[[ Information given, beginning ]]

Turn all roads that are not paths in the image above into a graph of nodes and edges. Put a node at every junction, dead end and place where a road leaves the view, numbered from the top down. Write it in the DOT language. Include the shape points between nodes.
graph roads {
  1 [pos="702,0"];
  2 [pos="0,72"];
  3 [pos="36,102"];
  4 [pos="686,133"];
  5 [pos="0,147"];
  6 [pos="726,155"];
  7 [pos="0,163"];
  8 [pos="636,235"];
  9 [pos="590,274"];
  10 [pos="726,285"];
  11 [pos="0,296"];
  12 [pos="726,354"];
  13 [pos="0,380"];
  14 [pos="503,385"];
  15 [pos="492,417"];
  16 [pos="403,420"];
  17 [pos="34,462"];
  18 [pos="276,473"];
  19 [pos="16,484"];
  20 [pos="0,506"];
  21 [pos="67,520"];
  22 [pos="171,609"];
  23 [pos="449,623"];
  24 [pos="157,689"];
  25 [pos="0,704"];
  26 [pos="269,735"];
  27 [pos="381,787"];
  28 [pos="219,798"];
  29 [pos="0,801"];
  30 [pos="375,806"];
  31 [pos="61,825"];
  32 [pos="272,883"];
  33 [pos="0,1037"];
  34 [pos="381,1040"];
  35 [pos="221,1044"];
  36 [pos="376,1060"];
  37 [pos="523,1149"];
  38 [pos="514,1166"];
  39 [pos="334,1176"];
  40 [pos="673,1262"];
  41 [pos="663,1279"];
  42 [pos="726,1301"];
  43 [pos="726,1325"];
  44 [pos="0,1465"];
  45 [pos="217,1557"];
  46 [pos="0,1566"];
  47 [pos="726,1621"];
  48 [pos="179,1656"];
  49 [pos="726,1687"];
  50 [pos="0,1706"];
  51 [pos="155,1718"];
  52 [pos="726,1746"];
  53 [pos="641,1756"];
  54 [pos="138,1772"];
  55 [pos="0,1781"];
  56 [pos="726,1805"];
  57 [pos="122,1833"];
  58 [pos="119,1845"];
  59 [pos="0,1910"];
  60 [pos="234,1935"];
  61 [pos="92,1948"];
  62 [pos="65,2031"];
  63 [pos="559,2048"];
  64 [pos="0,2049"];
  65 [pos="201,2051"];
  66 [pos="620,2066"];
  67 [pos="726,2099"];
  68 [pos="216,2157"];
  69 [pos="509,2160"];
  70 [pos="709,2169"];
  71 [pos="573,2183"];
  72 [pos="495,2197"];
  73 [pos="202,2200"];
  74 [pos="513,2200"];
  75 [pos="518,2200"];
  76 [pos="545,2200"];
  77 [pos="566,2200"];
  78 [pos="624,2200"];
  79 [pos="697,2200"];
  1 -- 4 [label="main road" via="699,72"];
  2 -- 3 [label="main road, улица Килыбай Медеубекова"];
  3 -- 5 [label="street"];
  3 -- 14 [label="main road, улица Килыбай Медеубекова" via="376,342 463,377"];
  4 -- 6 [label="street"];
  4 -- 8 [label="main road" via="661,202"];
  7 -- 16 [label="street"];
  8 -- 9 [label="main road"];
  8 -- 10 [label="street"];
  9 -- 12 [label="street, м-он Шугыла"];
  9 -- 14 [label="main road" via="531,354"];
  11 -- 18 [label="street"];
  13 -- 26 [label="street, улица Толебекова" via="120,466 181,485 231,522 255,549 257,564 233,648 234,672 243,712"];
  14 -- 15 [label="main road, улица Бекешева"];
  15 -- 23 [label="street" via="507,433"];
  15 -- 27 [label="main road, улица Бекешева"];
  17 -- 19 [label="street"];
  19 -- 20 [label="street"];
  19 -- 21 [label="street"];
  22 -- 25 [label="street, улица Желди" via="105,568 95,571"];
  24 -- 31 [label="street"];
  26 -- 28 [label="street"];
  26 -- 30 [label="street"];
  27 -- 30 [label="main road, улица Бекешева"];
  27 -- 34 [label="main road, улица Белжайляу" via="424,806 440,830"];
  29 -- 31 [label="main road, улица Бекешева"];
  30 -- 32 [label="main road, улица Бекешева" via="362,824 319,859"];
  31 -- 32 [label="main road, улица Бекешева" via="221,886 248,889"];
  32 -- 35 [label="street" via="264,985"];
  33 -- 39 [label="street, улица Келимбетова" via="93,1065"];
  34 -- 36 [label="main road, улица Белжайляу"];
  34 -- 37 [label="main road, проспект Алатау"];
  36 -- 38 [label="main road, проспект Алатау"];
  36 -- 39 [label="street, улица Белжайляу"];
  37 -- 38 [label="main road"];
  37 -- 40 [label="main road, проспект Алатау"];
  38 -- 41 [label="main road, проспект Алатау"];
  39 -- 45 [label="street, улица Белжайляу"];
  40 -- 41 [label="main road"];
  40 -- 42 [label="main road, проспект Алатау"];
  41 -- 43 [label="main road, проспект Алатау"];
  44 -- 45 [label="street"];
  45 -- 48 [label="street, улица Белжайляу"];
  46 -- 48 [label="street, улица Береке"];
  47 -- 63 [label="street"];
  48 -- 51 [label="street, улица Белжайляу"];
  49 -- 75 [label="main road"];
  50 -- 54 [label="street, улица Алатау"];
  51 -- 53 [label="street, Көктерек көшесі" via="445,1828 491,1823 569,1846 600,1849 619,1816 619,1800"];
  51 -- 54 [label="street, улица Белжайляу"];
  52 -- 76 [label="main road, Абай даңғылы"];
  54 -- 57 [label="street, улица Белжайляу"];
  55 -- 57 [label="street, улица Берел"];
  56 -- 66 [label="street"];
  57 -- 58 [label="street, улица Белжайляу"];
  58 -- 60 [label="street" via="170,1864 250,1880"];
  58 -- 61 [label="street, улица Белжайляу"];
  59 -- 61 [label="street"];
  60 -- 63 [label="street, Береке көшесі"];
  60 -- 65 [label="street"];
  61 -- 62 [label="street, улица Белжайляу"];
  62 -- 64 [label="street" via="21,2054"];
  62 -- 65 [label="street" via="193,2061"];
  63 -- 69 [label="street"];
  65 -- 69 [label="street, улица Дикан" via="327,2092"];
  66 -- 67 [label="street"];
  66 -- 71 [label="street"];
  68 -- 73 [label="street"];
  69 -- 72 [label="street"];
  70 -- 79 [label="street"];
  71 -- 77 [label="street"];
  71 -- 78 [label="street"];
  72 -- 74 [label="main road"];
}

[[ Information given, end ]]

Would you write out the full listing exactly as given?

> _Task answer_
Turn all roads that are not paths in the image above into a graph of nodes and edges. Put a node at every junction, dead end and place where a road leaves the view, numbered from the top down. Write it in the DOT language. Include the shape points between nodes.
graph roads {
  1 [pos="702,0"];
  2 [pos="0,72"];
  3 [pos="36,102"];
  4 [pos="686,133"];
  5 [pos="0,147"];
  6 [pos="726,155"];
  7 [pos="0,163"];
  8 [pos="636,235"];
  9 [pos="590,274"];
  10 [pos="726,285"];
  11 [pos="0,296"];
  12 [pos="726,354"];
  13 [pos="0,380"];
  14 [pos="503,385"];
  15 [pos="492,417"];
  16 [pos="403,420"];
  17 [pos="34,462"];
  18 [pos="276,473"];
  19 [pos="16,484"];
  20 [pos="0,506"];
  21 [pos="67,520"];
  22 [pos="171,609"];
  23 [pos="449,623"];
  24 [pos="157,689"];
  25 [pos="0,704"];
  26 [pos="269,735"];
  27 [pos="381,787"];
  28 [pos="219,798"];
  29 [pos="0,801"];
  30 [pos="375,806"];
  31 [pos="61,825"];
  32 [pos="272,883"];
  33 [pos="0,1037"];
  34 [pos="381,1040"];
  35 [pos="221,1044"];
  36 [pos="376,1060"];
  37 [pos="523,1149"];
  38 [pos="514,1166"];
  39 [pos="334,1176"];
  40 [pos="673,1262"];
  41 [pos="663,1279"];
  42 [pos="726,1301"];
  43 [pos="726,1325"];
  44 [pos="0,1465"];
  45 [pos="217,1557"];
  46 [pos="0,1566"];
  47 [pos="726,1621"];
  48 [pos="179,1656"];
  49 [pos="726,1687"];
  50 [pos="0,1706"];
  51 [pos="155,1718"];
  52 [pos="726,1746"];
  53 [pos="641,1756"];
  54 [pos="138,1772"];
  55 [pos="0,1781"];
  56 [pos="726,1805"];
  57 [pos="122,1833"];
  58 [pos="119,1845"];
  59 [pos="0,1910"];
  60 [pos="234,1935"];
  61 [pos="92,1948"];
  62 [pos="65,2031"];
  63 [pos="559,2048"];
  64 [pos="0,2049"];
  65 [pos="201,2051"];
  66 [pos="620,2066"];
  67 [pos="726,2099"];
  68 [pos="216,2157"];
  69 [pos="509,2160"];
  70 [pos="709,2169"];
  71 [pos="573,2183"];
  72 [pos="495,2197"];
  73 [pos="202,2200"];
  74 [pos="513,2200"];
  75 [pos="518,2200"];
  76 [pos="545,2200"];
  77 [pos="566,2200"];
  78 [pos="624,2200"];
  79 [pos="697,2200"];
  1 -- 4 [label="main road" via="699,72"];
  2 -- 3 [label="main road, улица Килыбай Медеубекова"];
  3 -- 5 [label="street"];
  3 -- 14 [label="main road, улица Килыбай Медеубекова" via="376,342 463,377"];
  4 -- 6 [label="street"];
  4 -- 8 [label="main road" via="661,202"];
  7 -- 16 [label="street"];
  8 -- 9 [label="main road"];
  8 -- 10 [label="street"];
  9 -- 12 [label="street, м-он Шугыла"];
  9 -- 14 [label="main road" via="531,354"];
  11 -- 18 [label="street"];
  13 -- 26 [label="street, улица Толебекова" via="120,466 181,485 231,522 255,549 257,564 233,648 234,672 243,712"];
  14 -- 15 [label="main road, улица Бекешева"];
  15 -- 23 [label="street" via="507,433"];
  15 -- 27 [label="main road, улица Бекешева"];
  17 -- 19 [label="street"];
  19 -- 20 [label="street"];
  19 -- 21 [label="street"];
  22 -- 25 [label="street, улица Желди" via="105,568 95,571"];
  24 -- 31 [label="street"];
  26 -- 28 [label="street"];
  26 -- 30 [label="street"];
  27 -- 30 [label="main road, улица Бекешева"];
  27 -- 34 [label="main road, улица Белжайляу" via="424,806 440,830"];
  29 -- 31 [label="main road, улица Бекешева"];
  30 -- 32 [label="main road, улица Бекешева" via="362,824 319,859"];
  31 -- 32 [label="main road, улица Бекешева" via="221,886 248,889"];
  32 -- 35 [label="street" via="264,985"];
  33 -- 39 [label="street, улица Келимбетова" via="93,1065"];
  34 -- 36 [label="main road, улица Белжайляу"];
  34 -- 37 [label="main road, проспект Алатау"];
  36 -- 38 [label="main road, проспект Алатау"];
  36 -- 39 [label="street, улица Белжайляу"];
  37 -- 38 [label="main road"];
  37 -- 40 [label="main road, проспект Алатау"];
  38 -- 41 [label="main road, проспект Алатау"];
  39 -- 45 [label="street, улица Белжайляу"];
  40 -- 41 [label="main road"];
  40 -- 42 [label="main road, проспект Алатау"];
  41 -- 43 [label="main road, проспект Алатау"];
  44 -- 45 [label="street"];
  45 -- 48 [label="street, улица Белжайляу"];
  46 -- 48 [label="street, улица Береке"];
  47 -- 63 [label="street"];
  48 -- 51 [label="street, улица Белжайляу"];
  49 -- 75 [label="main road"];
  50 -- 54 [label="street, улица Алатау"];
  51 -- 53 [label="street, Көктерек көшесі" via="445,1828 491,1823 569,1846 600,1849 619,1816 619,1800"];
  51 -- 54 [label="street, улица Белжайляу"];
  52 -- 76 [label="main road, Абай даңғылы"];
  54 -- 57 [label="street, улица Белжайляу"];
  55 -- 57 [label="street, улица Берел"];
  56 -- 66 [label="street"];
  57 -- 58 [label="street, улица Белжайляу"];
  58 -- 60 [label="street" via="170,1864 250,1880"];
  58 -- 61 [label="street, улица Белжайляу"];
  59 -- 61 [label="street"];
  60 -- 63 [label="street, Береке көшесі"];
  60 -- 65 [label="street"];
  61 -- 62 [label="street, улица Белжайляу"];
  62 -- 64 [label="street" via="21,2054"];
  62 -- 65 [label="street" via="193,2061"];
  63 -- 69 [label="street"];
  65 -- 69 [label="street, улица Дикан" via="327,2092"];
  66 -- 67 [label="street"];
  66 -- 71 [label="street"];
  68 -- 73 [label="street"];
  69 -- 72 [label="street"];
  70 -- 79 [label="street"];
  71 -- 77 [label="street"];
  71 -- 78 [label="street"];
  72 -- 74 [label="main road"];
}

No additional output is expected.